It wouldn't make much sense to store this struct as a map since the keys are constant, so having a schema of Str, U64, Map which could look something like <header> (s 00 00 00 05 h e l l o) (l ff ff ff ff ff ff ff ff) (M 00 00 00 0b ((s 00 00 00 01 k) (i 00 00 00 05)))

An expanding format is a number that dynamically grows in size to accomodate larger numbers.

That's so cool! That reminds me of how UTF-8 deals with code points larger than 8 bits. I think this is much better than my idea of having the id determine how many bytes are in a length. Using this system, then there wouldn't be any item size limits and small values wouldn't have wasted space. There is a computation cost to this since we would need to do some more parsing to get the length, but it feels like an unsubstantial cost.

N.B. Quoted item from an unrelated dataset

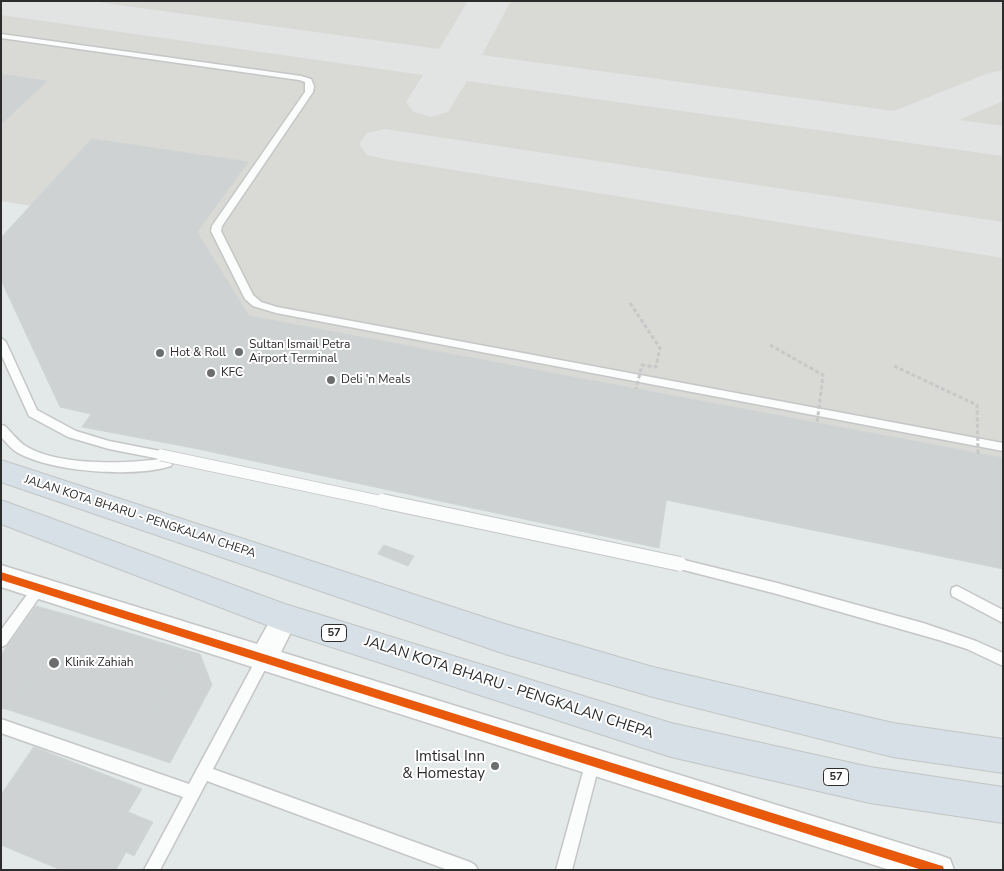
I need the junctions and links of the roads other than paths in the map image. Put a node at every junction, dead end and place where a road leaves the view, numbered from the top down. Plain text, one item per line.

What is map redundent with?

My thinking is that there are a few types that have the exact same mark and content aside from the id. Maps and Lists are redundant to each other in the same way a square is a rectangle, but a rectangle is not a square.

A list has a length and the data is just a sequence of items. A map has a length and the data is also just a sequence of items. There is a difference, but only in interpretation. A map needs to have an even number of items and it is parsed into key-value pairs. Though I think this example is a bit contrived.

It certinly might, but if they are transparent pointers it wouldn't be more complicated to the user, just the implementer. It is entirely dependent on the formats goals if pointers would be good or not, but keep in mind without them you may need to either reserved uneeded data or rewrite large chunks if a minor change is made due to using only run length encoding.

My thinking behind pointers are to make it so that you could have dynamically sized items such as strings as keys in dicts. Making additions to the file is something that I have had passing thoughts on, but never really paid much attention to. Having a more robust pointer system under the hood along with some sort of pseudo heap could be very useful for applications that use one big file and make many changes to it. This would definitely be a feat to implement, but I think doesn't hurt to have in the spec for those who need the I/O performance.


As I think about it more, I am imagining having a few engines which could handle mbon depending on your needs. One would just serialize/deserialize the whole thing without much thought, such as when using serde. Another could be a read-only engine which doesn't read the whole thing into memory, just what is requested (possibly having a max cache size). And another would be a more advanced engine which can read and write and try to be more efficient with the reads/writes using the implicit pointers to its advantage.

Which, thank you for your input! I feel like this format is turning into something that is filling a niche I haven't seen before. I don't think I could have ever come up with these ideas without your help.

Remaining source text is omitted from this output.